The fight raged for a little more than 20 minutes. Ferguson was unwounded but was tending a dying friend when a soldier came upon him and demanded his surrender. Ferguson informed him that he would see him damned first and made a leap at the stockade over which the cowardly Vern had vanished long before.

The soldier fired and the bullet went clean through Ferguson’s hat. He fell back and was captured. Finally, after another attempt, and a rough-and-tumble fight with several soldiers, he managed to give himself up not to the troops but to a captain of police. One of his fellow-countrymen was luckier. An ex-sailor named James Brown, he jumped on to a rope and slid down a hole more than 100 feet deep. Later, he climbed the rope to safety, but expert as he was, he took a full two hours climbing up it.

The stockade was now a ghastly sight, with men lying strewn over the ground, dead or dying, or writhing in pain. Twenty-five diggers had been killed and others were to die from their wounds, while Government casualties were one officer and three private soldiers dead and a number seriously wounded.

As for the prisoners, they were mostly terrified, for they expected hanging, and were encouraged in that alarming belief by their gloating captors. The gloating came not from the soldiers who had simply done their duty, but from the police.

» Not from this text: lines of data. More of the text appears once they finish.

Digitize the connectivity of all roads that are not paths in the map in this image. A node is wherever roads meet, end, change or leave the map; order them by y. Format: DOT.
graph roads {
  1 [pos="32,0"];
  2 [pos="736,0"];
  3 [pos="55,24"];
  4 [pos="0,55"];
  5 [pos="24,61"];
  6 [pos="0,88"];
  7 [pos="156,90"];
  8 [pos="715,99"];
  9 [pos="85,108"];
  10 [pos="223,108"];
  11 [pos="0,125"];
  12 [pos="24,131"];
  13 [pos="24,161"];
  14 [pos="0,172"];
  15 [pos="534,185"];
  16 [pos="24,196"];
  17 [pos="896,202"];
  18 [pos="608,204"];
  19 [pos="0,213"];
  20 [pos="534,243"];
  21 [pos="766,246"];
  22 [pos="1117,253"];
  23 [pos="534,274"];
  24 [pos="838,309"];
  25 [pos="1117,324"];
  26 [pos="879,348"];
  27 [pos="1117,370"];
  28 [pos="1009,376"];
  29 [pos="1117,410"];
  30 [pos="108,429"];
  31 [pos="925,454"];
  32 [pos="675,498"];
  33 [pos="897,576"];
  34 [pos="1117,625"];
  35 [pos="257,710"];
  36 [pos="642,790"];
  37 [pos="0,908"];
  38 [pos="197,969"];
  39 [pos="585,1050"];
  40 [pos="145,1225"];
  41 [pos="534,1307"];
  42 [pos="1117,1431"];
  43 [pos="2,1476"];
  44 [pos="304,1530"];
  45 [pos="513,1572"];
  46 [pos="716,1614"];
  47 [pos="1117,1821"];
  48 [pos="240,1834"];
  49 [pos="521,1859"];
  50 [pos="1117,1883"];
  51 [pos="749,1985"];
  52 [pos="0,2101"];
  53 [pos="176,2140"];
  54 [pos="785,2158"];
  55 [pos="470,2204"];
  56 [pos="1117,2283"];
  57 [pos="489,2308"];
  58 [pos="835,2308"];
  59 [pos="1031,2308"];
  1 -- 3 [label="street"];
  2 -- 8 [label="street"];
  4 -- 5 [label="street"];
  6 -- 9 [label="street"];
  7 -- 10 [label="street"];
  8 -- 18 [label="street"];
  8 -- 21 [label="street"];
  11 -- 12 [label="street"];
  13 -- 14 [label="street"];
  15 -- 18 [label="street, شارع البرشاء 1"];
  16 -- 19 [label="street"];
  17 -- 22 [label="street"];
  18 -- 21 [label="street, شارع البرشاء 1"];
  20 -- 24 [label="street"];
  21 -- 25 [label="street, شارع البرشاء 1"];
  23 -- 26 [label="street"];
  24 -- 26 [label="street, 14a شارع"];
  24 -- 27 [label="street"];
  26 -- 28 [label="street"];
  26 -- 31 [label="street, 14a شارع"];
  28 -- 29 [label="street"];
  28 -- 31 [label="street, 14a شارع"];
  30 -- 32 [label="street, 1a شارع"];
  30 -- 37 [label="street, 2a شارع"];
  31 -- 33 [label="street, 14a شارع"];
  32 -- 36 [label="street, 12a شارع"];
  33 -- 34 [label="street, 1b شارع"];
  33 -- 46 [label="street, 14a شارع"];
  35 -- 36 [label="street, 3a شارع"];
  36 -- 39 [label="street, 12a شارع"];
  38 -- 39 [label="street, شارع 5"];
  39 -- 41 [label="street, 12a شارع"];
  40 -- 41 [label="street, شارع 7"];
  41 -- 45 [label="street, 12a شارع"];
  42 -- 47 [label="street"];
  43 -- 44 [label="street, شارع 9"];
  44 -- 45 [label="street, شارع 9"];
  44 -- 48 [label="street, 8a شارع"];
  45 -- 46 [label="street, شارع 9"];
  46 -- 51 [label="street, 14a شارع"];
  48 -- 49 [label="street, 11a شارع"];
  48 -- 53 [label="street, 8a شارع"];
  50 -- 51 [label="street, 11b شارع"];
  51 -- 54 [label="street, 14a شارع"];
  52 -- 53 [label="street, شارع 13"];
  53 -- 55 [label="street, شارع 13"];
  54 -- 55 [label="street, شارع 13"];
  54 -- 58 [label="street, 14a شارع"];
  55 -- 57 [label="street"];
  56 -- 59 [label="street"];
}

Though the latter’s brutality that dismal December day has been disputed, the fact remains that a coroner’s jury later condemned them for “brutal conduct in firing at and cutting down unarmed and innocent persons of both sexes at a distance from the scene of disturbance.”

Yet the defeated diggers won a victory of sorts and benefited all those miners who had not ventured beyond mere complaining and bitterness. Fifteen “rebels” were tried for treason and acquitted, while the authorities sensibly proclaimed a general amnesty and set up a commission to study the state of the goldfields and why there had been so much discontent. The loathed system of licenses was abolished, a moderate export duty on gold was levied and a flat rate of ¬£1 a year was brought in for all those wishing to dig.

Peter Lalor benefited even more than some later rebels against British rule in our own day. Though he lost his arm and for a while was a fugitive with a price on his head, he later became greatly admired and ended his career as the Speaker of the Victorian parliament, actually turning down a knighthood. The cowardly Vern lost his friends but survived, as did Ferguson. The Governor, Sir Charles Hotham, had sympathised with many of the diggers’ grievances, but had not the skill to avert a rebellion. He was blamed by the British Government for not being more severe on the rebels. It was to his credit that he was not.